— Your instructions —
Going through the data below, copy out each line where the word "exch" shows up.

--- START ---

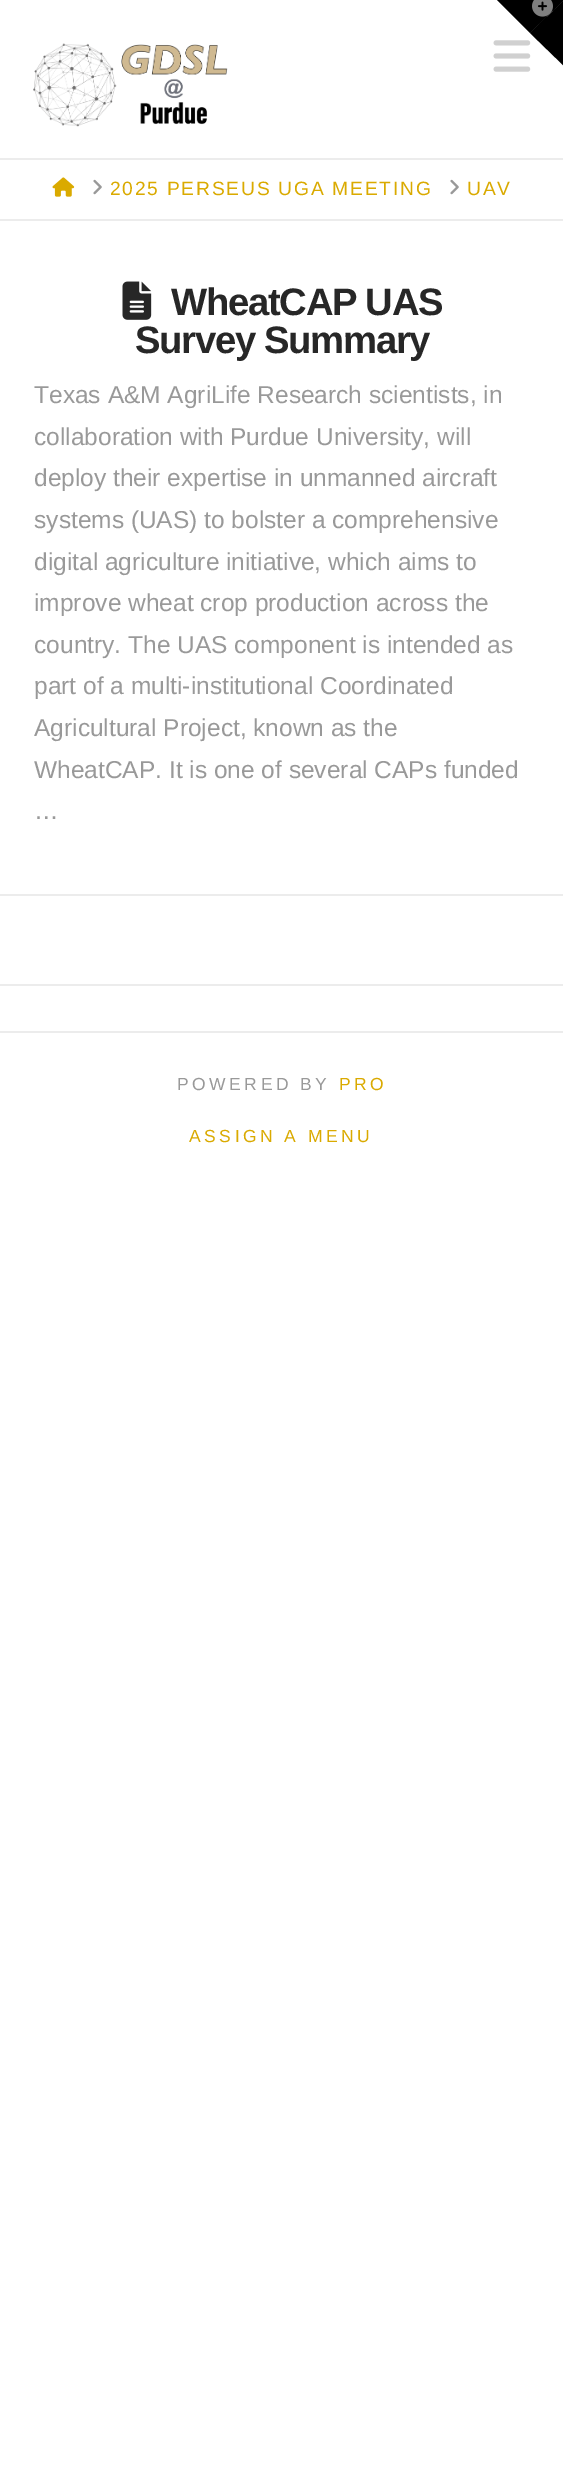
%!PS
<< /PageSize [563 2470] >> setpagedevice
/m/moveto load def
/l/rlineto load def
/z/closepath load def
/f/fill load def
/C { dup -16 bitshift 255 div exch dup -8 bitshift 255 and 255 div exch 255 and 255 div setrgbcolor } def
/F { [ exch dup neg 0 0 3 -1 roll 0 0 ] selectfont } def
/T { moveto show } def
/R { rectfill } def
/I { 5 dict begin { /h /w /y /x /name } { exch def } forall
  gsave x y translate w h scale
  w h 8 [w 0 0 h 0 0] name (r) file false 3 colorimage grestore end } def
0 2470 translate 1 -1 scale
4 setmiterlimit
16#FFFFFF C
0 0 563 2470 R
16#000000 C
497 0 m 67 0 l -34 33 l z f
(3.rgb) 493 40 38 32 I
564 0 m 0 66 l -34 -33 l z f
(1.rgb) 532 0 21 17 I
16#ECECEC C
0 158 563 2 R
(2.rgb) 33 43 195 84 I
0 219 563 2 R
(4.rgb) 52 177 23 20 I
(5.rgb) 93 179 9 16 I
/LiberationSans-Regular 19.25 F
16#DAAA00 C
110 195 m 1.75 0 (2025 PERSEUS UGA MEETING) ashow
(5.rgb) 450 179 9 16 I
467 195 m 1.75 0 (UAV) ashow
16#ECECEC C
0 894 563 2 R
(6.rgb) 122 281 30 39 I
/LiberationSans-Bold 38.25 F
16#272727 C
171 315 m -1.3 0 (WheatCAP UAS) ashow
135 353 m -1.3 0 (Survey Summary) ashow
/LiberationSans-Regular 24.5 F
16#999999 C
(Texas A&M AgriLife Research scientists, in) 34 403 T
(collaboration with Purdue University, will) 34 445 T
(deploy their expertise in unmanned aircraft) 34 486 T
(systems \(UAS\) to bolster a comprehensive) 34 528 T
(digital agriculture initiative, which aims to) 34 570 T
(improve wheat crop production across the) 34 611 T
(country. The UAS component is intended as) 34 653 T
(part of a multi-institutional Coordinated) 34 694 T
(Agricultural Project, known as the) 34 736 T
(WheatCAP. It is one of several CAPs funded) 34 778 T
(…) 34 819 T
16#ECECEC C
0 984 563 2 R
0 1031 563 2 R
/LiberationSans-Regular 17.5 F
16#999999 C
177 1090 m 3.5 0 (POWERED BY) ashow
16#DAAA00 C
339 1090 m 3.5 0 (PRO) ashow
189 1142 m 3.5 0 (ASSIGN A MENU) ashow
showpage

--- END ---

— Result of the task —
/C { dup -16 bitshift 255 div exch dup -8 bitshift 255 and 255 div exch 255 and 255 div setrgbcolor } def
/F { [ exch dup neg 0 0 3 -1 roll 0 0 ] selectfont } def
/I { 5 dict begin { /h /w /y /x /name } { exch def } forall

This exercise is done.